> **ACTION ITEM**:
The listing below has to be output exactly as given, less its pictures.

> **PROVIDED INFORMATION**:
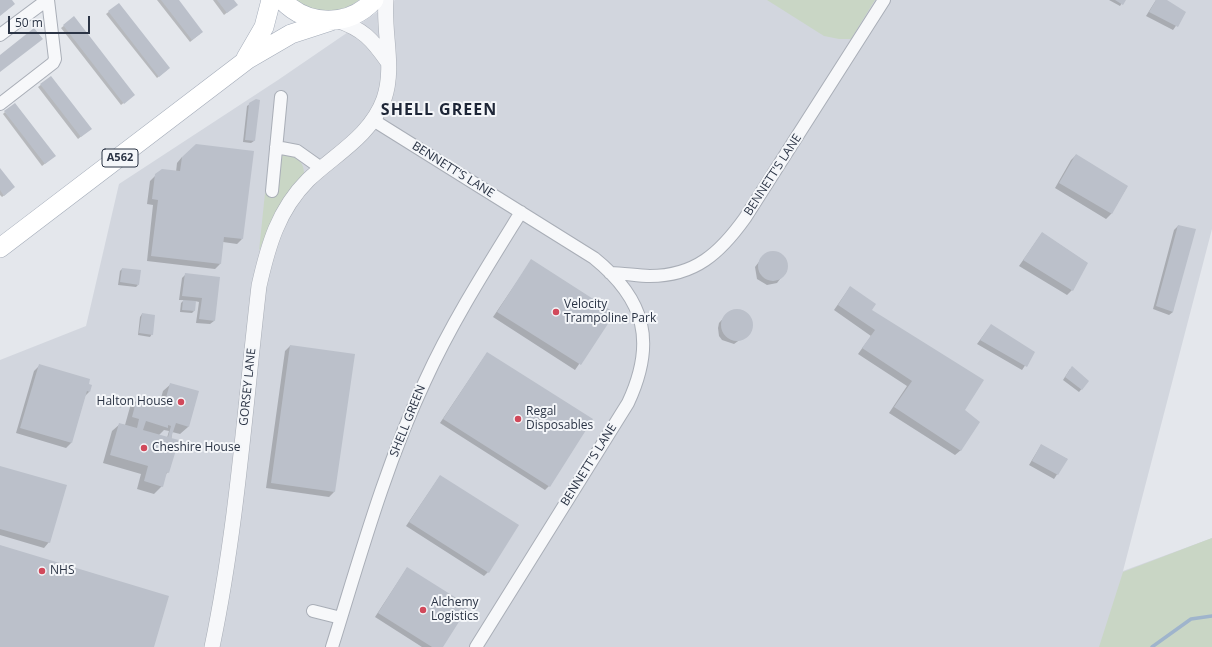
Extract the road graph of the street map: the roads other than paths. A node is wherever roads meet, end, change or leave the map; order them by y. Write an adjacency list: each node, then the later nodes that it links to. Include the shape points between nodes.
1 (47, 0): 8 (street); 12 (street, via 55,59)
2 (271, 0): 10 (main road, A562, via 268,16 258,38)
3 (282, 0): 7 (main road, A562, via 302,14)
4 (374, 0): 7 (main road, A562, via 355,15)
5 (386, 0): 9 (street, GORSEY LANE)
6 (884, 0): 19 (street, BENNETT'S LANE, via 745,218 727,242 705,261 671,275)
7 (333, 21): 9 (street, via 358,29 366,35); 10 (main road, A562, via 291,34)
8 (0, 35)
9 (388, 63): 13 (street, GORSEY LANE, via 386,93)
10 (238, 67): 18 (main road, A562)
11 (281, 97): 14 (street)
12 (0, 104)
13 (373, 120): 15 (street, GORSEY LANE, via 356,140); 17 (street, BENNETT'S LANE)
14 (276, 147): 15 (street, via 296,151); 16 (street)
15 (321, 168): 22 (street, GORSEY LANE, via 289,202 275,228 265,259 235,500)
16 (272, 191)
17 (521, 212): 19 (street, BENNETT'S LANE, via 594,258); 21 (street, SHELL GREEN, via 452,327 425,381 386,479)
18 (0, 248)
19 (610, 273): 24 (street, BENNETT'S LANE, via 632,302 641,324 644,348 640,375 628,403)
20 (313, 611): 21 (street)
21 (341, 618): 23 (street, SHELL GREEN)
22 (212, 647)
23 (332, 647)
24 (476, 647)

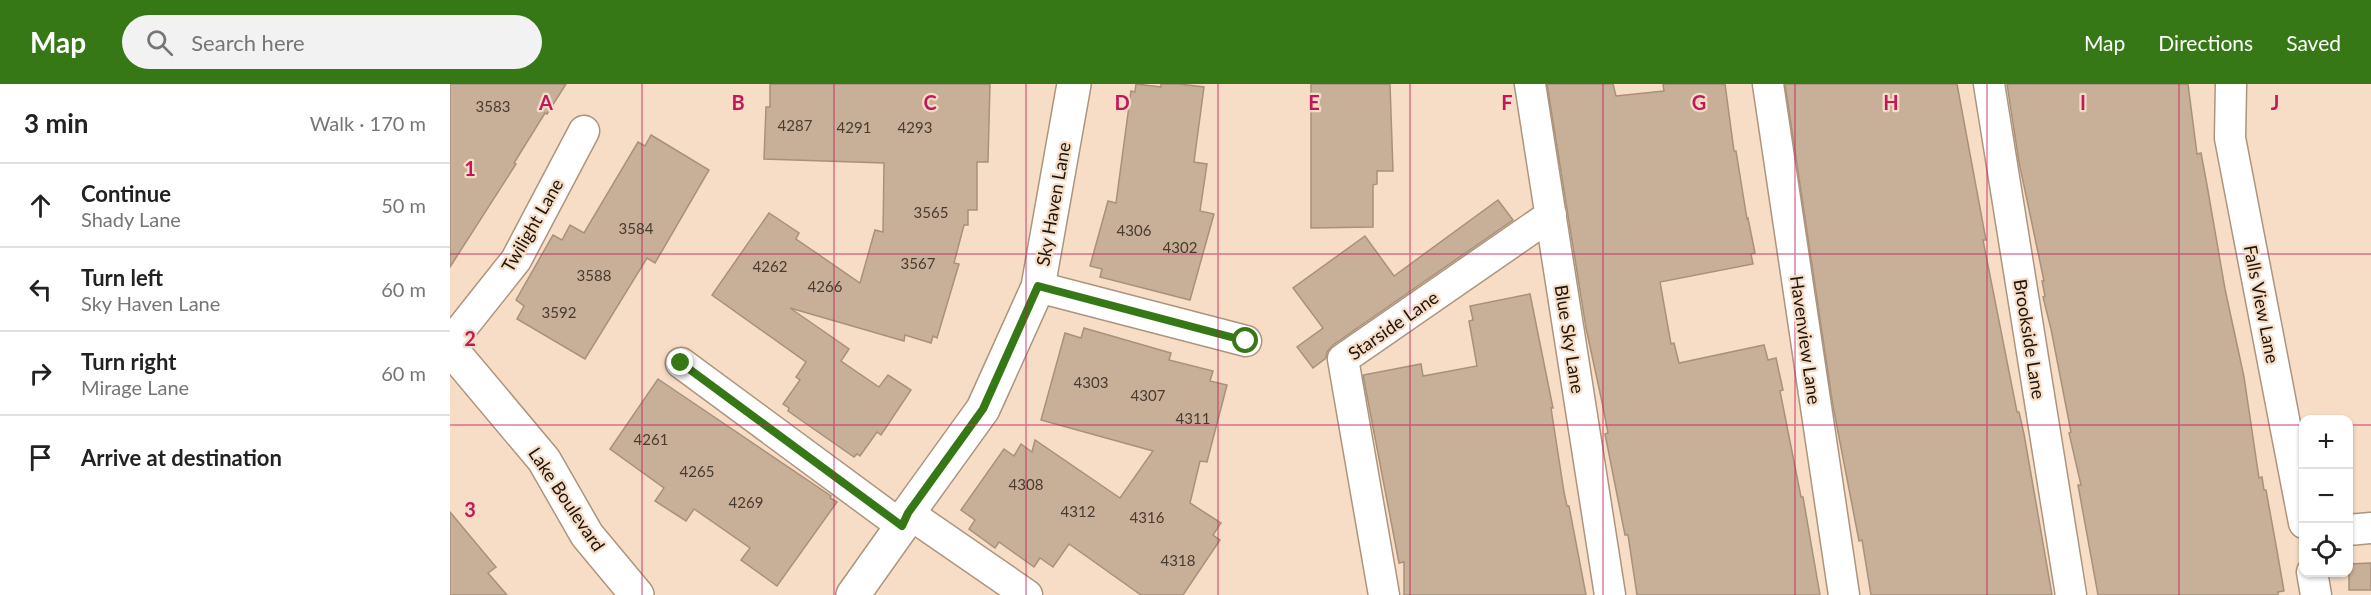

> **RESPONSE BOX**:
Extract the road graph of the street map: the roads other than paths. A node is wherever roads meet, end, change or leave the map; order them by y. Write an adjacency list: each node, then the later nodes that it links to. Include the shape points between nodes.
1 (47, 0): 8 (street); 12 (street, via 55,59)
2 (271, 0): 10 (main road, A562, via 268,16 258,38)
3 (282, 0): 7 (main road, A562, via 302,14)
4 (374, 0): 7 (main road, A562, via 355,15)
5 (386, 0): 9 (street, GORSEY LANE)
6 (884, 0): 19 (street, BENNETT'S LANE, via 745,218 727,242 705,261 671,275)
7 (333, 21): 9 (street, via 358,29 366,35); 10 (main road, A562, via 291,34)
8 (0, 35)
9 (388, 63): 13 (street, GORSEY LANE, via 386,93)
10 (238, 67): 18 (main road, A562)
11 (281, 97): 14 (street)
12 (0, 104)
13 (373, 120): 15 (street, GORSEY LANE, via 356,140); 17 (street, BENNETT'S LANE)
14 (276, 147): 15 (street, via 296,151); 16 (street)
15 (321, 168): 22 (street, GORSEY LANE, via 289,202 275,228 265,259 235,500)
16 (272, 191)
17 (521, 212): 19 (street, BENNETT'S LANE, via 594,258); 21 (street, SHELL GREEN, via 452,327 425,381 386,479)
18 (0, 248)
19 (610, 273): 24 (street, BENNETT'S LANE, via 632,302 641,324 644,348 640,375 628,403)
20 (313, 611): 21 (street)
21 (341, 618): 23 (street, SHELL GREEN)
22 (212, 647)
23 (332, 647)
24 (476, 647)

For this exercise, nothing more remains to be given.